Drug Treatment Options
There are, of course, situations in which therapy doesn’t work, and it is in these situations that a student may be prescribed antidepressant medicine. Tufts has a prescribing clinician to handle this.
Antidepressant drugs are not without their controversies. On one hand, they often bring about positive results in patients much faster than therapy. However, various complaints have been leveled against them, ranging from claims of negative long-term side effects to questions about the ethics of changing a person’s mood.
According to Prof. Harder, “medication tends to be helpful in 70–75 percent of cases, but that is of course not everybody.” In the long run, he says, psychological interventions such as therapy may work better than medications, but (in the people for whom they’re going to work at all) drugs work faster. Therapy has the added advantage of giving a person a bit of resistance to future depressions. Therapy and medication can be used independently or in conjunction, at the discretion of the psychiatrist (or whichever clinician is treating the depressed person).
Controversies
The question every college was faced with in the wake of the Virginia Tech shootings was, “How do we prevent something like this from ever happening at our school?” Earlier this year, President Larry Bacow formed a committee to re-evaluate campus safety. One of the achievements of this committee was the Send Word Now program, which now has more than 15,000 subscribers who can be instantly notified by phone, text message and email in the event of an emergency.
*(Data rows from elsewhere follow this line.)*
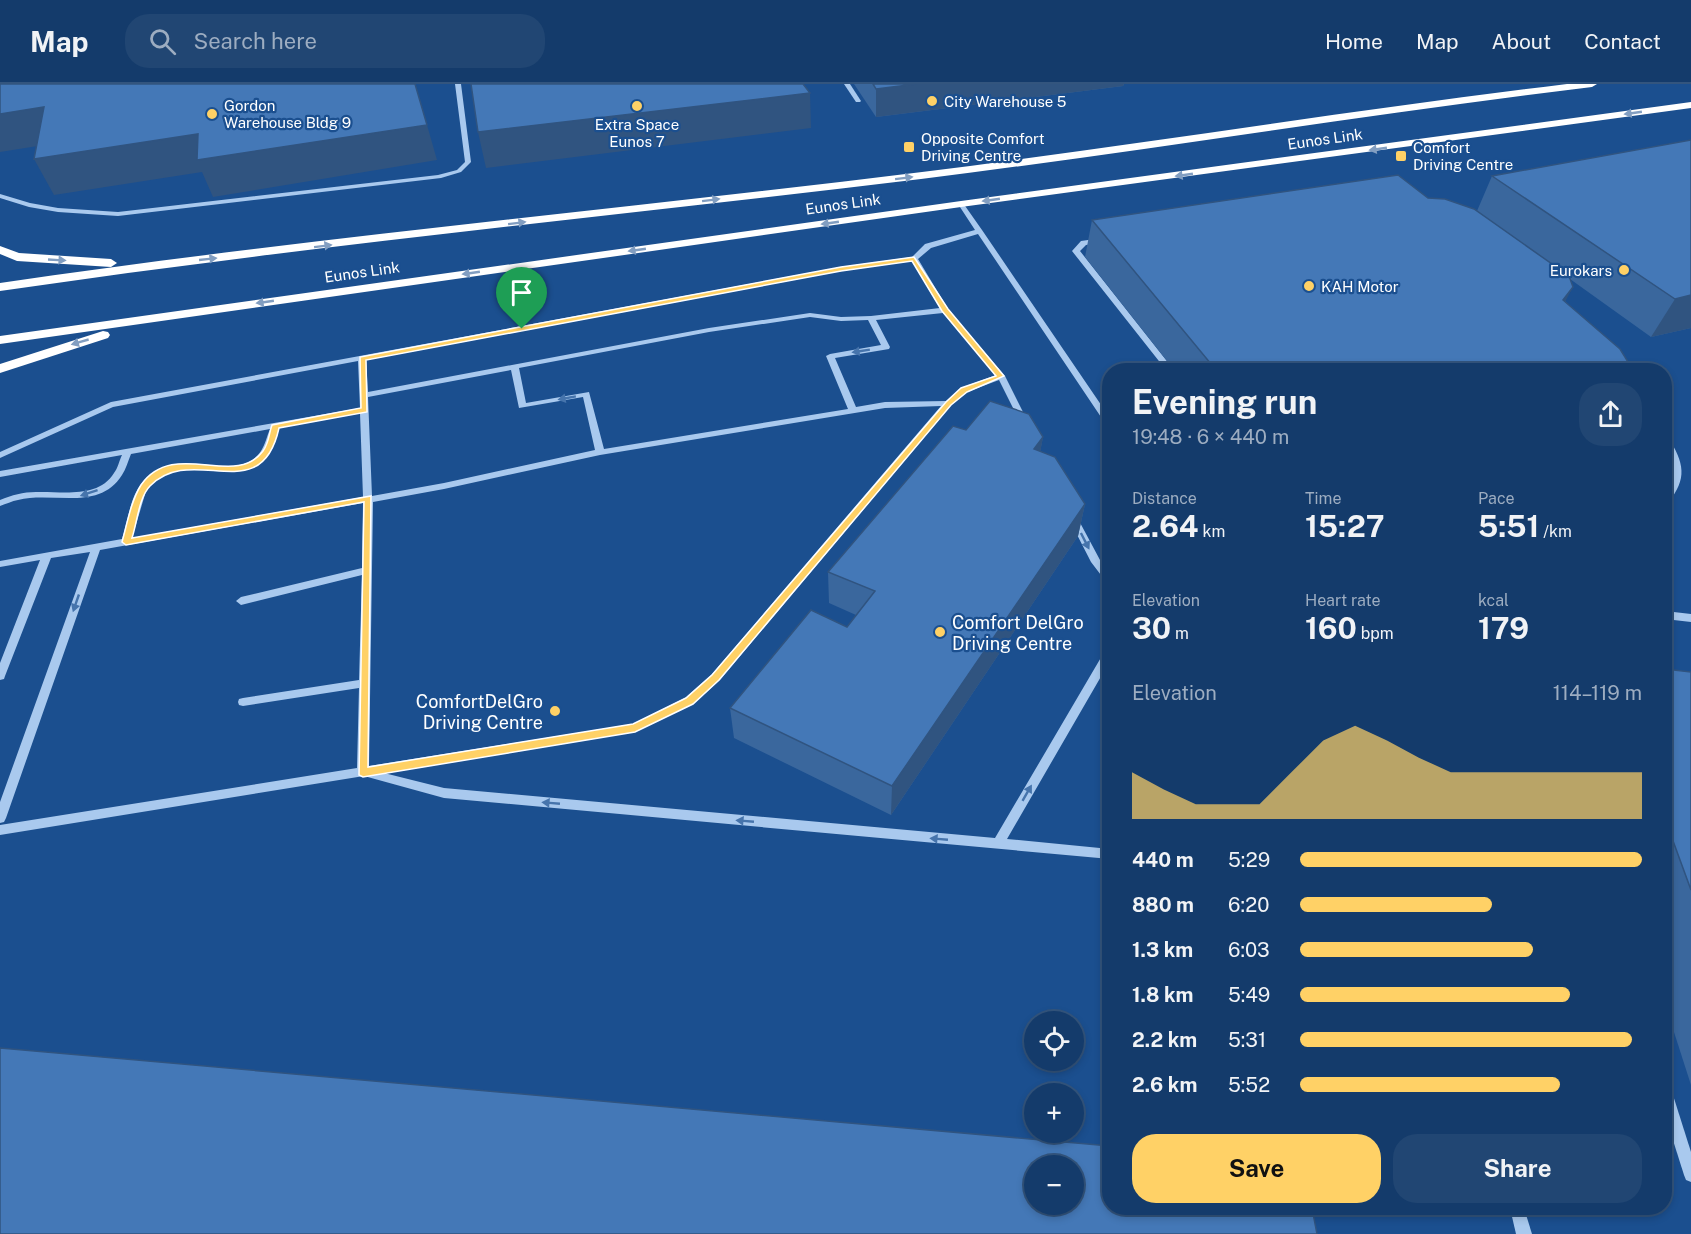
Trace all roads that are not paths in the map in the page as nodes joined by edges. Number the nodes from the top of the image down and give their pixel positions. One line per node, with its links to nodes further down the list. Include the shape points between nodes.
1 (458, 84): 6 (street, via 468,162 459,171 439,177 118,214 78,214)
2 (847, 84): 4 (street)
3 (1592, 84): 12 (highway, Eunos Link, one-way to 3, via 926,175)
4 (858, 101)
5 (1691, 105): 7 (highway, Eunos Link, one-way to 7)
6 (0, 196)
7 (961, 204): 8 (street); 15 (highway, Eunos Link, one-way to 15)
8 (980, 231): 11 (street, via 928,246); 27 (street)
9 (1107, 240): 19 (street, via 1084,243 1076,251)
10 (0, 250): 12 (highway, one-way to 12, via 17,257)
11 (914, 259): 14 (street); 18 (street)
12 (150, 265): 13 (highway, Eunos Link)
13 (0, 287)
14 (945, 310): 16 (street); 22 (street)
15 (198, 312): 17 (highway, Eunos Link); 21 (highway, one-way to 21, via 78,342)
16 (871, 318): 20 (street, via 810,315); 26 (street, one-way to 26, via 886,347 830,356)
17 (0, 340)
18 (362, 358): 23 (street); 33 (street, via 111,405)
19 (1164, 363)
20 (515, 367): 23 (street); 30 (street, one-way to 20, via 586,394 522,406)
21 (0, 369)
22 (1000, 376): 24 (street, via 964,390); 29 (street)
23 (363, 394): 25 (street)
24 (948, 403): 26 (street, via 885,405); 52 (street, via 716,677 689,701 635,728)
25 (364, 410): 28 (street); 36 (street)
26 (853, 411): 30 (street)
27 (1102, 412)
28 (275, 427): 31 (street); 39 (street, via 271,446 248,468 190,465 166,469 154,476 141,495)
29 (1027, 427)
30 (600, 452): 36 (street, via 444,486)
31 (127, 453): 34 (street); 37 (street, one-way to 37, via 114,480 93,492 69,497 25,494)
32 (1672, 454): 35 (street, via 1678,466)
33 (0, 455)
34 (0, 474)
35 (1672, 493)
36 (368, 498): 39 (street); 43 (street)
37 (0, 503)
38 (1068, 508): 44 (street, one-way to 44)
39 (126, 542): 40 (street)
40 (96, 548): 41 (street); 53 (street, one-way to 53)
41 (47, 556): 42 (street); 49 (street)
42 (0, 564)
43 (366, 570): 45 (street); 50 (street)
44 (1102, 570)
45 (241, 601)
46 (1672, 616): 47 (street)
47 (1691, 618)
48 (1102, 666): 55 (street, one-way to 48)
49 (0, 676)
50 (365, 683): 51 (street); 52 (street)
51 (243, 702)
52 (363, 772): 54 (street); 55 (street, one-way to 52, via 444,793)
53 (0, 818)
54 (0, 830)
55 (998, 844): 56 (street)
56 (1102, 853)
57 (1672, 1114): 58 (street)
58 (1691, 1175)
59 (1519, 1215): 60 (street)
60 (1524, 1234)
Then there is the matter of identifying students who may be at risk for violence. Unless an applicant to the school supplies the information voluntarily, Tufts does not receive any information about the mental health or history of its applying students. Even if it did, to discriminate on the basis of this information would violate the Americans with Disabilities Act and the Rehabilitation Act.
According to Dickens Mathieu, the University counsel, the administration “is currently discussing background checks as a general subject matter, but no decisions have been made to change the current policy, which is not to conduct background checks on undergraduate applicants.”
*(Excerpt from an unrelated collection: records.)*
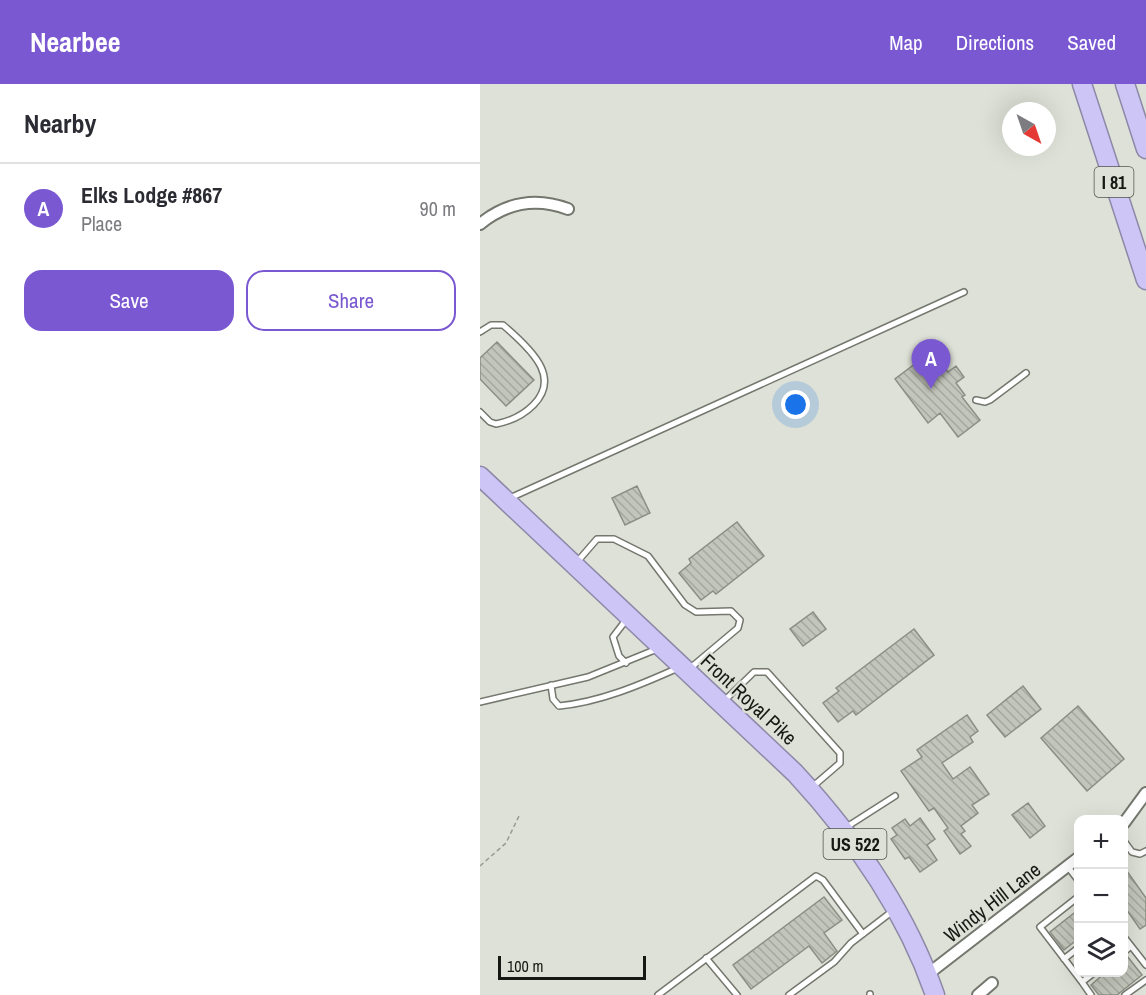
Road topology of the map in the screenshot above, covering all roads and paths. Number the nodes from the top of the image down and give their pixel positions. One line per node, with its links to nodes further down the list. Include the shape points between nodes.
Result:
1 (1082, 84): 6 (highway, I 81)
2 (1125, 84): 3 (highway, I 81)
3 (1146, 149)
4 (568, 209): 5 (street, via 527,202 501,210)
5 (480, 224)
6 (1146, 280)
7 (964, 292): 13 (lane)
8 (480, 333): 11 (lane, via 491,325 503,325 539,364 543,380 537,403 522,414 493,424)
9 (1026, 373): 10 (lane, via 990,400)
10 (976, 400)
11 (480, 412)
12 (480, 476): 13 (highway, Front Royal Pike / US 522)
13 (506, 500): 14 (highway, Front Royal Pike / US 522)
14 (574, 565): 15 (highway, Front Royal Pike / US 522); 18 (lane, via 597,539 614,539 648,556 685,605 696,612 730,610 740,620 738,628)
15 (629, 617): 16 (highway, Front Royal Pike / US 522); 17 (lane, via 613,637 619,656)
16 (662, 647): 17 (lane); 18 (highway, Front Royal Pike / US 522)
17 (626, 663): 19 (lane)
18 (684, 669): 19 (lane, via 580,704 559,706 553,699); 21 (highway, Front Royal Pike / US 522)
19 (551, 685): 20 (lane)
20 (480, 702)
21 (722, 704): 22 (highway, Front Royal Pike / US 522); 22 (lane, via 754,672 767,672 840,753 840,763)
22 (810, 789): 27 (highway, Front Royal Pike / US 522)
23 (1146, 793): 26 (street)
24 (895, 796): 27 (lane)
25 (520, 814): 31 (path, via 506,843)
26 (1128, 818)
27 (844, 829): 35 (highway, Front Royal Pike / US 522)
28 (1128, 846): 29 (lane, via 1140,854)
29 (1146, 851)
30 (1074, 862): 32 (street, Windy Hill Lane)
31 (480, 866)
32 (1068, 867): 33 (lane); 44 (street, Windy Hill Lane)
33 (1074, 875)
34 (1074, 900): 42 (lane, via 1040,927)
35 (896, 909): 36 (lane); 44 (highway, Front Royal Pike / US 522)
36 (863, 934): 41 (lane, via 816,876); 51 (lane, via 834,962)
37 (1128, 942): 38 (lane)
38 (1131, 946): 39 (lane); 43 (lane)
39 (1128, 949)
40 (1074, 951): 42 (lane)
41 (706, 958): 49 (lane); 50 (lane)
42 (1064, 959): 47 (lane)
43 (1146, 965)
44 (928, 974): 52 (highway, Front Royal Pike / US 522)
45 (1088, 977): 47 (lane)
46 (1146, 980): 55 (lane)
47 (1082, 982): 54 (lane)
48 (992, 983): 53 (street)
49 (658, 995)
50 (737, 995)
51 (789, 995)
52 (935, 995)
53 (978, 995)
54 (1091, 995)
55 (1125, 995)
Thus, the task of identifying a mentally unstable or potentially homicidal student falls onto his peers, professors, and mental health counselors. Of course, one of the problems in the Virginia Tech case was that the shooter didn’t have many friends, so there was nobody to notice signs of a worsening condition.
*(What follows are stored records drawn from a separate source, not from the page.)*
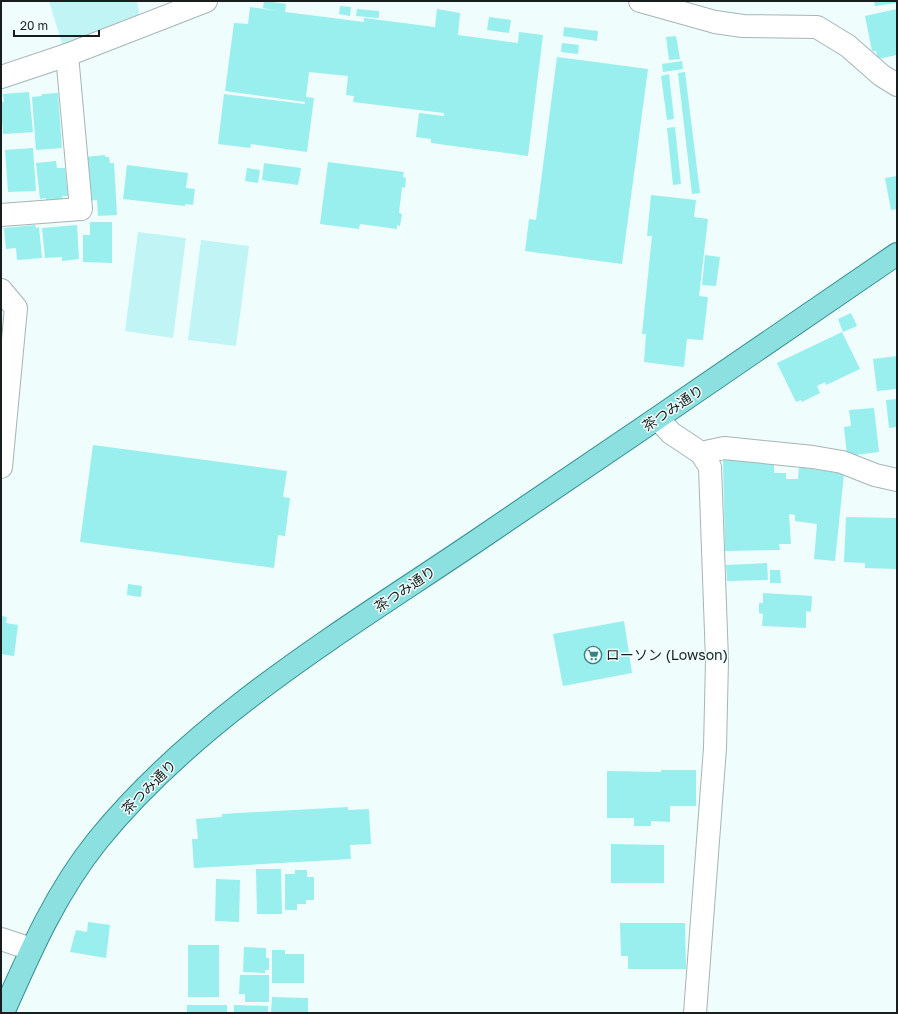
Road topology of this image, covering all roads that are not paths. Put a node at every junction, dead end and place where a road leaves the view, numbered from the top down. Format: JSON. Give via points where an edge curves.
{"nodes":[{"id":1,"x":206,"y":1,"type":"edge"},
{"id":2,"x":640,"y":1,"type":"edge"},
{"id":3,"x":67,"y":55,"type":"junction"},
{"id":4,"x":1,"y":77,"type":"edge"},
{"id":5,"x":897,"y":85,"type":"edge"},
{"id":6,"x":1,"y":216,"type":"edge"},
{"id":7,"x":897,"y":254,"type":"edge"},
{"id":8,"x":1,"y":290,"type":"edge"},
{"id":9,"x":658,"y":419,"type":"junction"},
{"id":10,"x":700,"y":453,"type":"junction"},
{"id":11,"x":1,"y":467,"type":"edge"},
{"id":12,"x":897,"y":480,"type":"edge"},
{"id":13,"x":1,"y":939,"type":"edge"},
{"id":14,"x":31,"y":950,"type":"junction"},
{"id":15,"x":3,"y":1013,"type":"edge"},
{"id":16,"x":695,"y":1013,"type":"edge"}],
"edges":[{"from":1,"to":3,"type":"street"},
{"from":2,"to":5,"type":"street","via":[[715,22],[743,26],[817,27],[848,46],[881,75]]},
{"from":3,"to":4,"type":"street"},
{"from":3,"to":6,"type":"street","via":[[81,209]]},
{"from":7,"to":9,"type":"main road","name":"茶つみ通り"},
{"from":8,"to":11,"type":"street","via":[[16,308]]},
{"from":9,"to":10,"type":"street","via":[[671,433]]},
{"from":9,"to":14,"type":"main road","name":"茶つみ通り","via":[[275,678],[204,733],[98,840],[58,896]]},
{"from":10,"to":12,"type":"street","via":[[724,448],[813,457],[842,462]]},
{"from":10,"to":16,"type":"street","via":[[710,467],[717,660],[715,748]]},
{"from":13,"to":14,"type":"street"},
{"from":14,"to":15,"type":"main road","name":"茶つみ通り"}]}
This problem is inherent to the college environment: Since students are away from friends, family, and others who have known them for a long time, abnormal behavior often goes unnoticed. For many, one of the joys of college is the lack of structure — fewer academic requirements than high school, more social freedom, and most importantly, no parents or principals breathing down your neck. But this lack of structure also makes it very easy for a person to slip between the cracks, avoiding normal social contact and being subject to self-perpetuating isolation.
What You Can Do
If you’re ever feeling depressed, the most important thing is to not blame yourself for not being able to “get over it.” Find someone to talk to. Tufts counseling and mental health services might be a good thing to look into. Says Julie Jampel, “The most important thing for people to know is that, we’re here — we truly are here, and that even if someone is depressed and recognizes it, even if we’re not the final stop we’re a very good first stop.” Occasionally, students feeling depressed will make their first visit with a friend — this is completely acceptable and often very helpful.